Um mês de preparativos e a mudança finalmente está encaminhada. Dias encaixotando e carregando coisas para o novo apartamento, até que venha o caminhão "oficializar" tudo... Dias também para remexer em lembranças pálidas por meio das tralhas que a gente guarda por puro saudosismo. Dentre as relíquias encontradas, minha produção caseira de quadrinhos; a baqueta que o percussionista da banda do Ben Harper atirou pra galera e que caiu, fortuitamente, aos meus pés; recibos de salários do meu tempo de estagiário em uma agência de publicidade - meu primeiro emprego - e, principalmente, minhas fotos impressas, quando máquinas digitais eram peças de luxo. Também tive que me conter para não passar o dia relendo meus quadrinhos do Asterix e Calvin & Haroldo, sob risco de não cumprir o cronograma apertado.

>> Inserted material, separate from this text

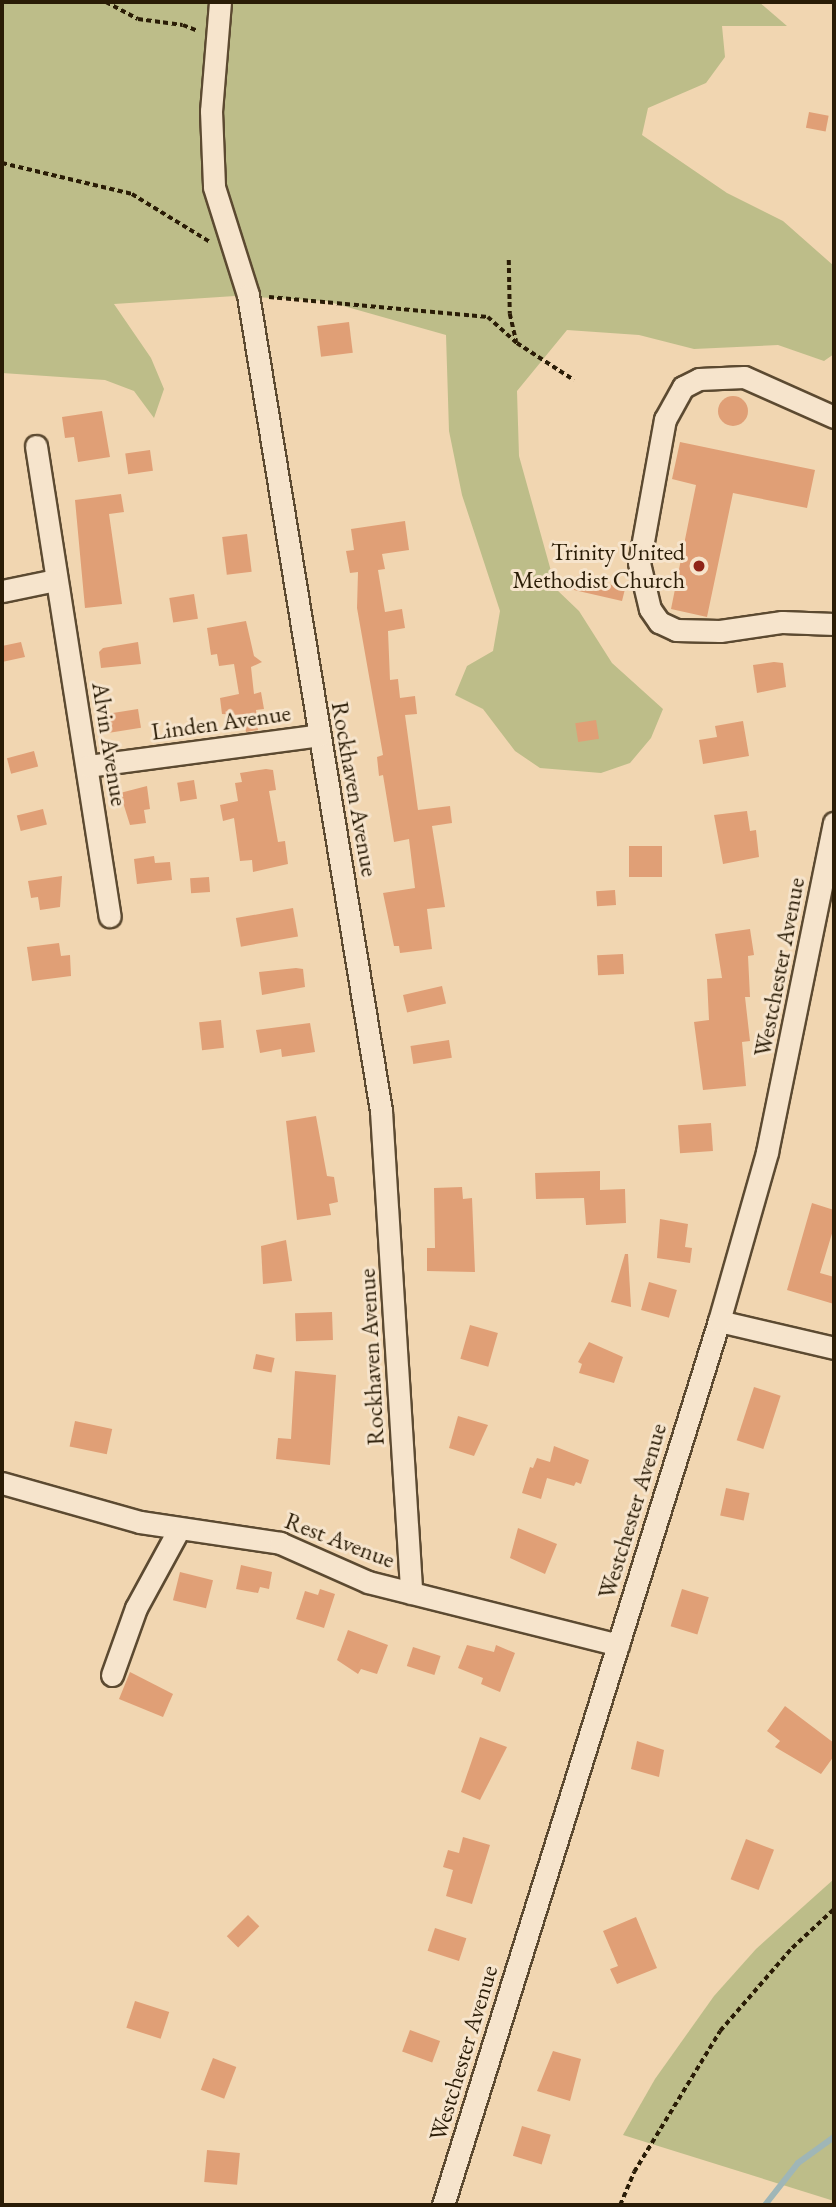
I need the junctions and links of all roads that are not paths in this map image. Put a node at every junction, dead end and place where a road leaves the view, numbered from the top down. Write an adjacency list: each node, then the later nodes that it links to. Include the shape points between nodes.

Ao longo da vida, a gente vai juntando essas quinquilharias e a mudança é uma oportunidade rara de se livrar de uma considerável parte dela. Meus CDs de música, por exemplo, foram todos distribuídos. Na era do MP3, não faz mais sentido manter pilhas de discos mofando e juntando pó, ainda mais para quem sofre de rinite alérgica. Há quem curta e até prefira escutar nos discos, mas eu não sou nem um pouco saudosista neste aspecto.

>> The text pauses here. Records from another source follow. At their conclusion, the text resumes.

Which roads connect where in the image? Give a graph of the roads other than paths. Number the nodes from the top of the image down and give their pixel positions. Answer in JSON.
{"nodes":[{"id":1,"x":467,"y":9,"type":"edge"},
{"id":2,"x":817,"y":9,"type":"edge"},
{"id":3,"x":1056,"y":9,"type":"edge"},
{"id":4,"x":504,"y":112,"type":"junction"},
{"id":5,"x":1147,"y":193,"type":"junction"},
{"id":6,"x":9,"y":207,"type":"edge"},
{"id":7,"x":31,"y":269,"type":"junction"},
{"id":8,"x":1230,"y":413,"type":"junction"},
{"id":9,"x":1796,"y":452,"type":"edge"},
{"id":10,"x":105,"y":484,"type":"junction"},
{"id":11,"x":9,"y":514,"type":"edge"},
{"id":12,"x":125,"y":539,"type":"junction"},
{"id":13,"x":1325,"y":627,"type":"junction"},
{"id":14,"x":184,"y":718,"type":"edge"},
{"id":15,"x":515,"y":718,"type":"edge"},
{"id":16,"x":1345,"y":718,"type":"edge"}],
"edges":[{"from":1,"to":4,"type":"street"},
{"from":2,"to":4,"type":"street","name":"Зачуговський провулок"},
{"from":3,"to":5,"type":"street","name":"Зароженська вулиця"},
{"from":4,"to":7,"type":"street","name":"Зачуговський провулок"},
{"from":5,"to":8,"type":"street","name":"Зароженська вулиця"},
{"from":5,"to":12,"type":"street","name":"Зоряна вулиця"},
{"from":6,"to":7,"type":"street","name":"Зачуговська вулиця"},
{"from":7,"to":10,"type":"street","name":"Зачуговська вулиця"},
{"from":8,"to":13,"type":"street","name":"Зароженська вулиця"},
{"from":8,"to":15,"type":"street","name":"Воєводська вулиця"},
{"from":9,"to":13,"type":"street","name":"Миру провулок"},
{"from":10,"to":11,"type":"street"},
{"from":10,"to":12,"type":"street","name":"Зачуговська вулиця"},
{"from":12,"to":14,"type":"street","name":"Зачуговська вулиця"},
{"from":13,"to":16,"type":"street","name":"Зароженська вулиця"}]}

Assim como as fotos, a organização dos discos também se tornou uma viagem tipo "Túnel do Tempo". Músicas são parte da nossa vida, impregnam as memórias e acabam se tornando referências e reflexos de nossas personalidades. E lá estavam eles, os meus quatro primeiros da coleção - presentes de Natal da época em que o Plano Real equiparou nossa moeda ao dólar e nos devolveu poder de compra. Uma época, também, em que a MTV brasileira chegava pela antena parabólica, e com ela, todas as novidades do cenário musical, pois naquela época a MTV realmente se ocupava de música. Lembro que a emissora concedia uma honraria aos astros de primeira grandeza, ao anunciar que os clipes de estreia seriam exibidos nas horas pares de um determinado dia. Guns N´Roses, Madonna, U2 e Michael Jackson foram alguns homenageados.
Mas eu estava falando dos 4 primeiros. Foram eles: Nevermind do Nirvana, Ten do Pearl Jam, Money For Nothing do Dire Straits e Automatic For The People, do R.E.M.. Todos eles se tornaram clássicos, e o mais desconhecido da lista hoje talvez seja o R.E.M., mesmo que o álbum tenha sido eleito um dos 3 melhores da década de 90, junto com o Nevermind e OK Computer, do Radiohead. Mesmo assim, "Automatic..." ainda é o meu favorito do quarteto. A partir dele, meu horizonte musical se abriu consideravelmente, já que ainda havia muita tribalização de gostos musicais da juventude da época, especialmente com rock pauleira em suas diversas vertentes. Caras que gostassem de todo tipo de som eram vistos meio que como aliens, e eu era um bom exemplo disso, embora não desse a mínima.
"Automatic..." foi uma experiência única, porque me apresentou um R.E.M., incensado com o megasucesso "Losing My Religion", como uma banda muito mais eclética e versátil do que eu pensava. E tudo está ali - o piano de Mike Mills em Nightswimming, órgãos, violoncelo (como na belíssima Sweetness Follows) com as distorções elegantes de guitarra que se tornaram marca registrada de Peter Buck... As músicas do álbum, mesmo as mais agitadas, mantém aquela atmosfera introspectiva, permeada de imagens do interior dos Estados Unidos, e naturalmente sublinhada pela voz grave de Michael Stipe. É possível encontrar inúmeras referências a personalidades mortas de maneira trágica. Everybody Hurts é uma preocupação de Michael Stipe com a onda de suicídios que acometia os jovens da época, e dizem que Kurt Cobain, amigo pessoal de Stipe, escutou muito a música dias antes de se matar. Man On The Moon foi uma homenagem ao comediante Andy Kaufman - sim, aquele mesmo interpretado por Jim Carey no filme "O Mundo de Andy" - muito antes do filme sair. Embora digam que Find The River é uma homenagem póstuma ao jovem ator e ex-promessa de Hollywood, River Phoenix (morto precocemente ainda em início de carreira por overdose), isso não é verdade posto que a morte ocorreu dois anos depois do lançamento do CD. Mesmo assim, é uma das melhores músicas do álbum.
Enfim, é um daqueles raros CDs em que você escuta do início ao fim, sem pressa nem vontade de pular uma faixa. Por isso mesmo, fica difícil escolher uma favorita... Coloco aqui, então, o vídeo que me apresentou essa obra-prima, Drive (clique aqui). Não me lembro direito, mas acho que esse vídeo também teve exibição nas horas pares no dia de sua estreia na MTV. Cheers!